Integrate with Home Assistant
Support level: Community
What is Home Assistant
Open source home automation that puts local control and privacy first. Powered by a worldwide community of tinkerers and DIY enthusiasts. Perfect to run on a Raspberry Pi or a local server.
To integrate Home Assistant with authentik, a custom integration needs to be installed in Home Assistant.
Preparation
The following placeholders are used in this guide:
hass.company
is the FQDN of the Home Assistant installation.authentik.company
is the FQDN of the authentik installation.
This documentation lists only the settings that you need to change from their default values. Be aware that any changes other than those explicitly mentioned in this guide could cause issues accessing your application.
Configuration methods
It is possible to configure Home Assistant to use OIDC or a proxy provider for authentication. Below are the steps to configure each method.
- OIDC
- Proxy Provider
authentik configuration
To support the integration of Home Assistant with authentik you need to create an application/provider pair in authentik.

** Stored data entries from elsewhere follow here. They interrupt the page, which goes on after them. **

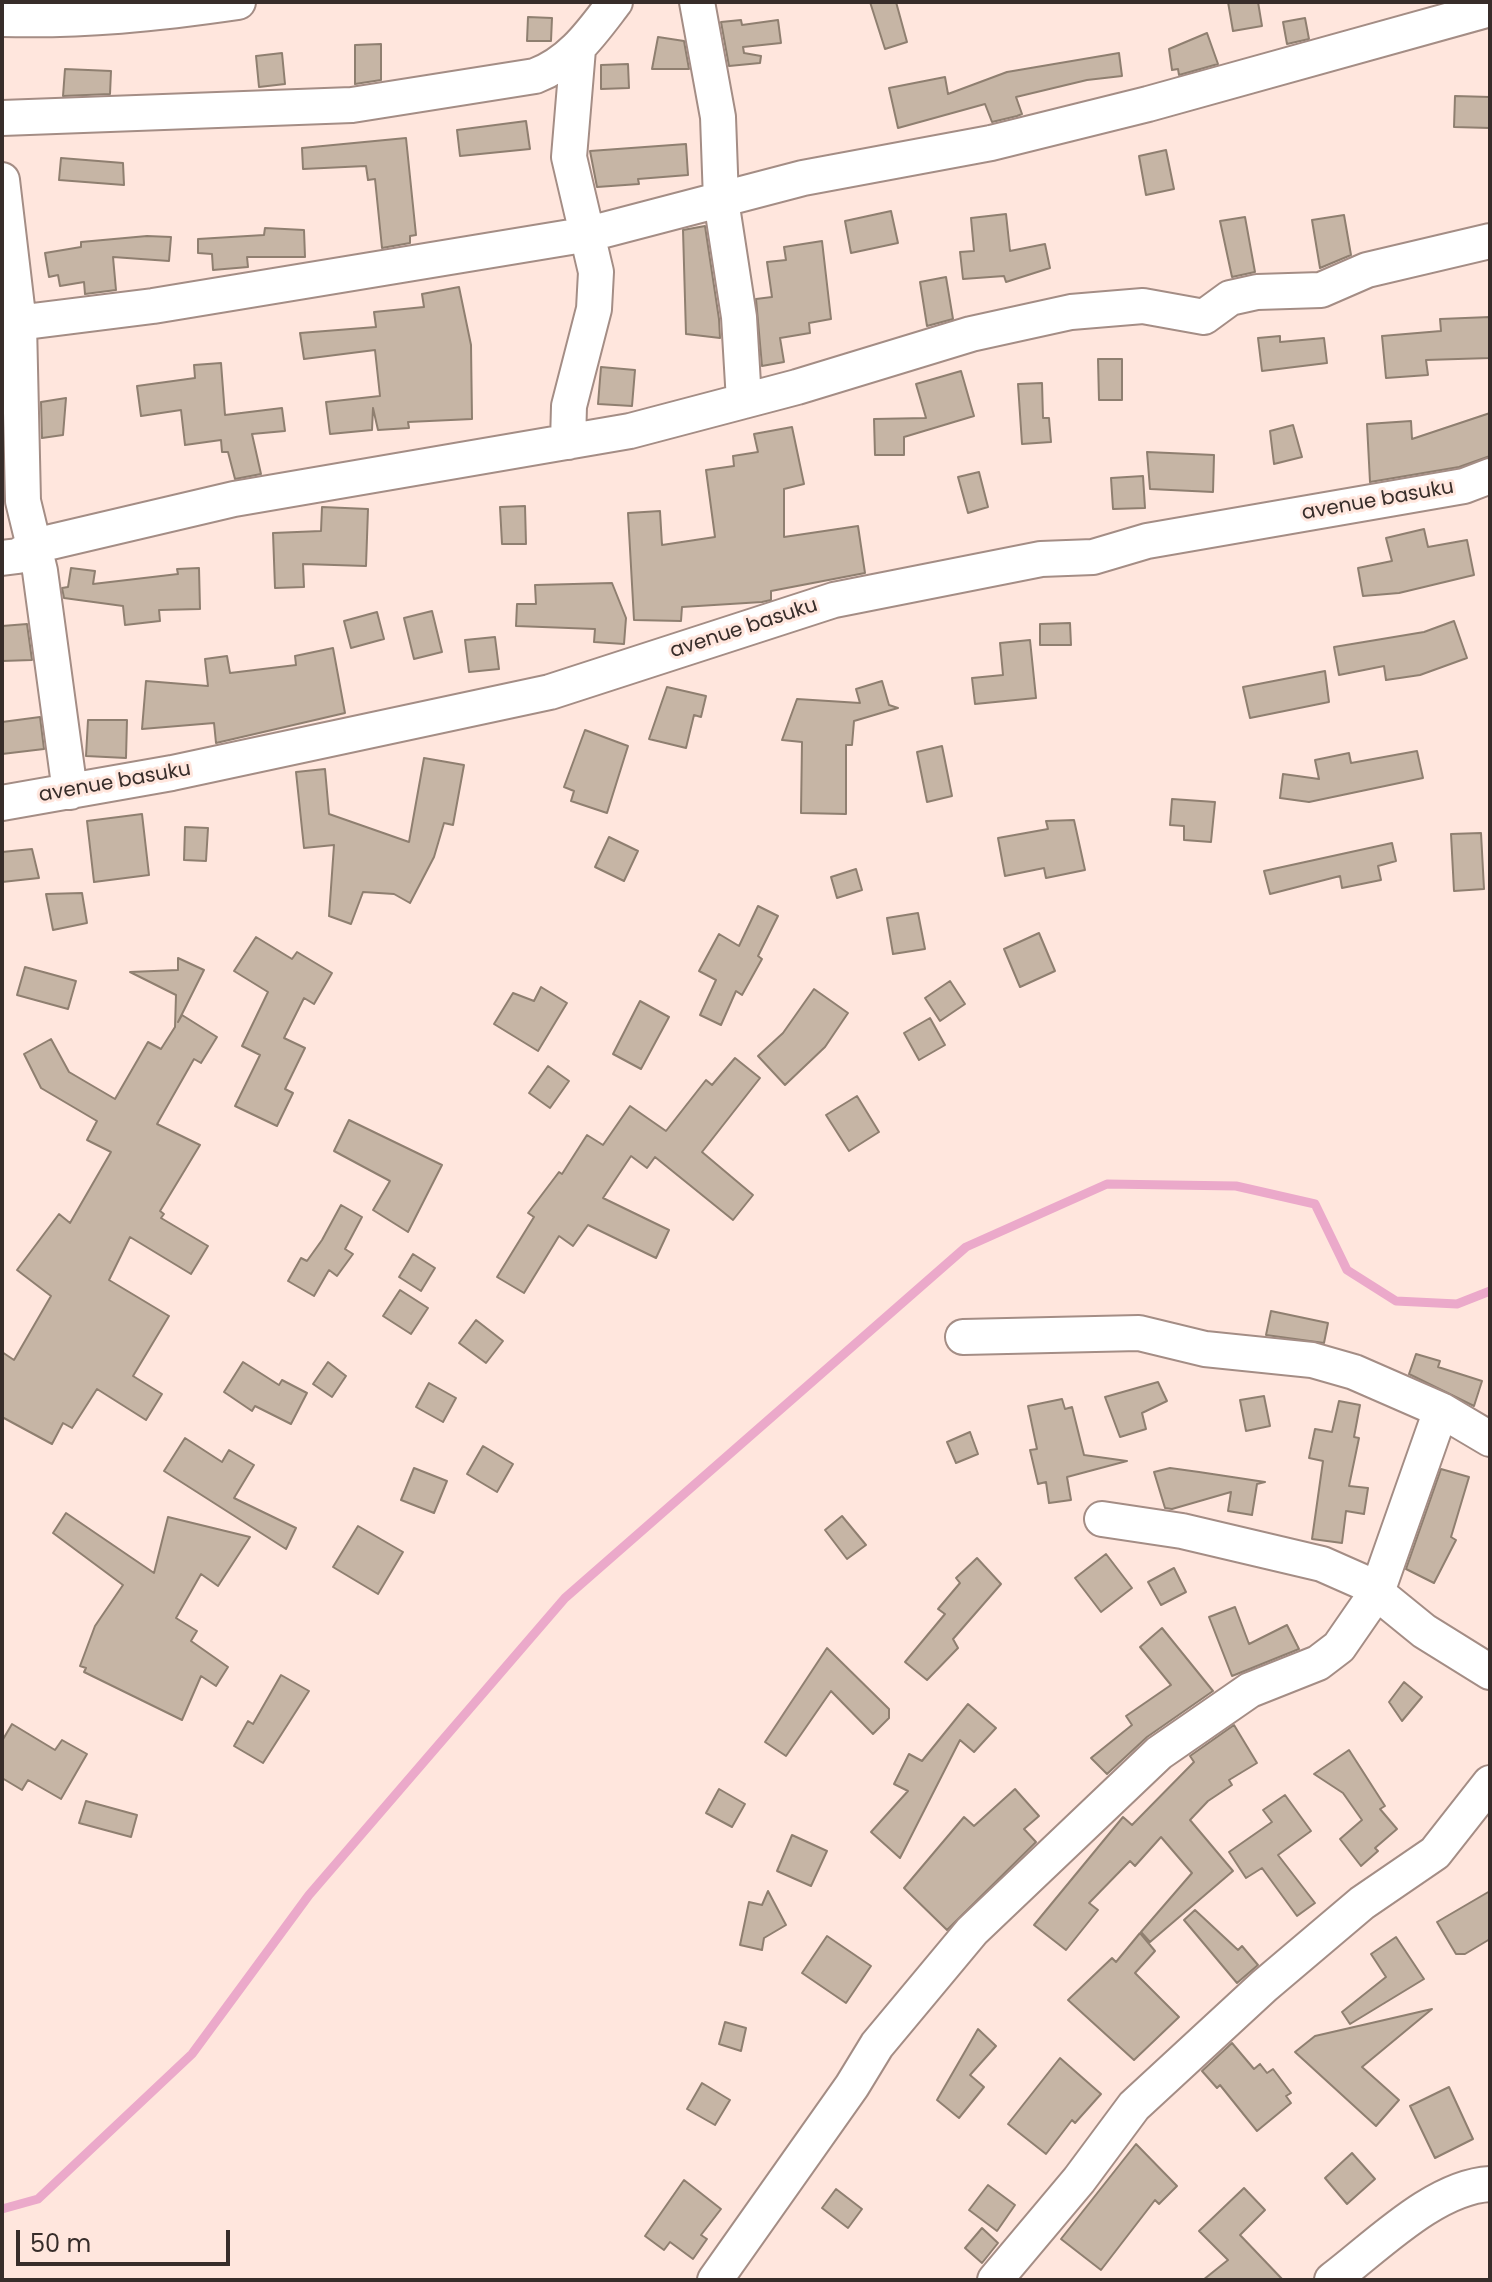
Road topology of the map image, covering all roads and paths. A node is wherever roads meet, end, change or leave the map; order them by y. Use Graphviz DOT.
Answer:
graph roads {
  1 [pos="238,2"];
  2 [pos="615,2"];
  3 [pos="697,2"];
  4 [pos="1490,9"];
  5 [pos="2,19"];
  6 [pos="578,49"];
  7 [pos="2,118"];
  8 [pos="2,180"];
  9 [pos="721,200"];
  10 [pos="589,234"];
  11 [pos="1490,241"];
  12 [pos="10,324"];
  13 [pos="744,401"];
  14 [pos="568,442"];
  15 [pos="1490,476"];
  16 [pos="34,546"];
  17 [pos="2,558"];
  18 [pos="70,792"];
  19 [pos="2,803"];
  20 [pos="963,1337"];
  21 [pos="1441,1410"];
  22 [pos="1490,1439"];
  23 [pos="1102,1519"];
  24 [pos="1377,1592"];
  25 [pos="1490,1672"];
  26 [pos="1490,1783"];
  27 [pos="1490,2184"];
  28 [pos="715,2280"];
  29 [pos="995,2280"];
  30 [pos="1332,2280"];
  1 -- 5 [label="street"];
  2 -- 6 [label="street"];
  3 -- 9 [label="street"];
  4 -- 9 [label="street"];
  6 -- 7 [label="street"];
  6 -- 10 [label="street"];
  8 -- 12 [label="street"];
  9 -- 10 [label="street"];
  9 -- 13 [label="street"];
  10 -- 12 [label="street"];
  10 -- 14 [label="street"];
  11 -- 13 [label="street"];
  12 -- 16 [label="street"];
  13 -- 14 [label="street"];
  14 -- 16 [label="street"];
  15 -- 18 [label="street, avenue basuku"];
  16 -- 17 [label="street"];
  16 -- 18 [label="street"];
  18 -- 19 [label="street, avenue basuku"];
  20 -- 21 [label="street"];
  21 -- 22 [label="street"];
  21 -- 24 [label="street"];
  23 -- 24 [label="street"];
  24 -- 25 [label="street"];
  24 -- 28 [label="street"];
  26 -- 29 [label="street"];
  27 -- 30 [label="street"];
}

Create an application and provider in authentik
-
Log in to authentik as an administrator, and open the authentik Admin interface.
-
Navigate to Applications > Applications and click Create with Provider to create an application and provider pair. (Alternatively you can first create a provider separately, then create the application and connect it with the provider.)
-
Application: provide a descriptive name, an optional group for the type of application, the policy engine mode, and optional UI settings.
-
Choose a Provider type: select OAuth2/OpenID as the provider type.
-
Note the Client ID,Client Secret, and slug values because they will be required later.
- Signing Key: Select any available signing key.
- Redirect URIs:
- Strict:
http://hass.company:8123/auth/openid/callback
- Strict:
-
Configure Bindings (optional): you can create a binding (policy, group, or user) to manage the listing and access to applications on a user's My applications page.
-
-
Click Submit to save the new application and provider.
Home Assistant configuration
- Install hass-openid following the instructions at https://github.com/cavefire/hass-openid
- To support the integration of Home Assistant with authentik, you'll need to update the
configuration.yaml
file of your Home Assistant deployment:
openid:
client_id: <authentik_client_ID>
client_secret: <authentik_client_secret>
configure_url: "https://authentik.company/application/o/<application_slug>/.well-known/openid-configuration"
scope: "openid profile email"
username_field: "preferred_username"
block_login: false
- Restart Home Assistant
You must create OIDC users in Home Assistant before they can log in using OIDC.
Configuration verification
To verify the integration with Home Assistant, log out and attempt to log back in using the OpenID/OAuth2 authentication button. You should be redirected to the authentik login page. Once authenticated, you should be redirected to the Home Assistant dashboard.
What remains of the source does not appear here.